Writing should be fun. At least, that is what a reader of one of the amusing Don Camillo and Peppone stories might assume. But for their creator, Giovannino Guareschi (1908–1968)—who, incidentally, bore an uncanny resemblance to the cinematic Peppone—it was above all one thing: work. Hard, daily work, like labor in a mine, which he pursued dutifully throughout his life. Work that made him one of Italy’s most popular authors—and also one of its most fiercely attacked.
Author Marco Gallina has dedicated a book to this man that makes clear from the very first sentence that it is written in the spirit of Guareschi himself. Here is a story that wants to be told—and a storyteller who has the skill to tell it.

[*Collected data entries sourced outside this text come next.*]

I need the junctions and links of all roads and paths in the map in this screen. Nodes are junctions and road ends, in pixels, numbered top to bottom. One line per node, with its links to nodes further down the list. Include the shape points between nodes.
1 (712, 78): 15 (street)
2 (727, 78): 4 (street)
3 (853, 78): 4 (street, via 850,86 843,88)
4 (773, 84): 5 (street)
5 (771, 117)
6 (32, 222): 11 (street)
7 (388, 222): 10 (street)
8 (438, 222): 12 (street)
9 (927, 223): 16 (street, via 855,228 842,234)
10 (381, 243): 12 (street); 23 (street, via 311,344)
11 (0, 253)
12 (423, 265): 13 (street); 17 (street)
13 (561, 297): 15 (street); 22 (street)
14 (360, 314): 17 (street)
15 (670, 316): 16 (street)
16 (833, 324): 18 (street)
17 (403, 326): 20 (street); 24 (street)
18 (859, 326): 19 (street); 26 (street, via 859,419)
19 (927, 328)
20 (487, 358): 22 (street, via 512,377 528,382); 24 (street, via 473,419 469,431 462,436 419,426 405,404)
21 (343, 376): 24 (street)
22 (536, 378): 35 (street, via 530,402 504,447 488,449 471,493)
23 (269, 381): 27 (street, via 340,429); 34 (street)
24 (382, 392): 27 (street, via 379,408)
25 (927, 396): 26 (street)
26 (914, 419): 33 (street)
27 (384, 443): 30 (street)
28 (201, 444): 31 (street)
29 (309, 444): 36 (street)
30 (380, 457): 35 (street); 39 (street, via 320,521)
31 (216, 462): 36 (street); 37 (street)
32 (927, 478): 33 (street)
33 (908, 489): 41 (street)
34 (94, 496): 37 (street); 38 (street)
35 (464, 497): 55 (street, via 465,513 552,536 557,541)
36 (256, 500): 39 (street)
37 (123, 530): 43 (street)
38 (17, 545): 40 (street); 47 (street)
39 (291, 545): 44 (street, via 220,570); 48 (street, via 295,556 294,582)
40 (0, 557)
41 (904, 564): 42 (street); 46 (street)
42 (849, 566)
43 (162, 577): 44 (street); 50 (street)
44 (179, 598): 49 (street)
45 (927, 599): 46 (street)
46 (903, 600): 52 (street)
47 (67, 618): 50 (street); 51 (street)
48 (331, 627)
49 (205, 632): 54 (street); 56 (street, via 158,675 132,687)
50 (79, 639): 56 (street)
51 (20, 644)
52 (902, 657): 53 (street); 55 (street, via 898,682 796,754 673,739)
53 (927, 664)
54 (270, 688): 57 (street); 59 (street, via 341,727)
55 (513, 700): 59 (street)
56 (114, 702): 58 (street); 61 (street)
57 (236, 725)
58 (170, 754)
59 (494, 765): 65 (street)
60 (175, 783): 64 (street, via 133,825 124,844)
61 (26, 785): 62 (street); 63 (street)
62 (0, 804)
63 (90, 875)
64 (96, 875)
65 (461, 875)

Gallina’s biography begins at the grave. On July 24, 1968, Guareschi is buried in Roncole, the birthplace of Giuseppe Verdi. A simple ceremony. No candles. No flowers. No music. No state wreath. Instead, a single prominent figure stands in the rain without an umbrella, water droplets on his white hair: Enzo Ferrari. The legendary engineer and the writer had been friends. Neither had ever boasted of knowing the other. On the coffin lies the tricolor bearing the coat of arms of the House of Savoy. It is a confession of loyalty to a nation that no longer exists. It is the first—but certainly not the last—time that Gallina leads the reader through a scene that feels almost cinematic.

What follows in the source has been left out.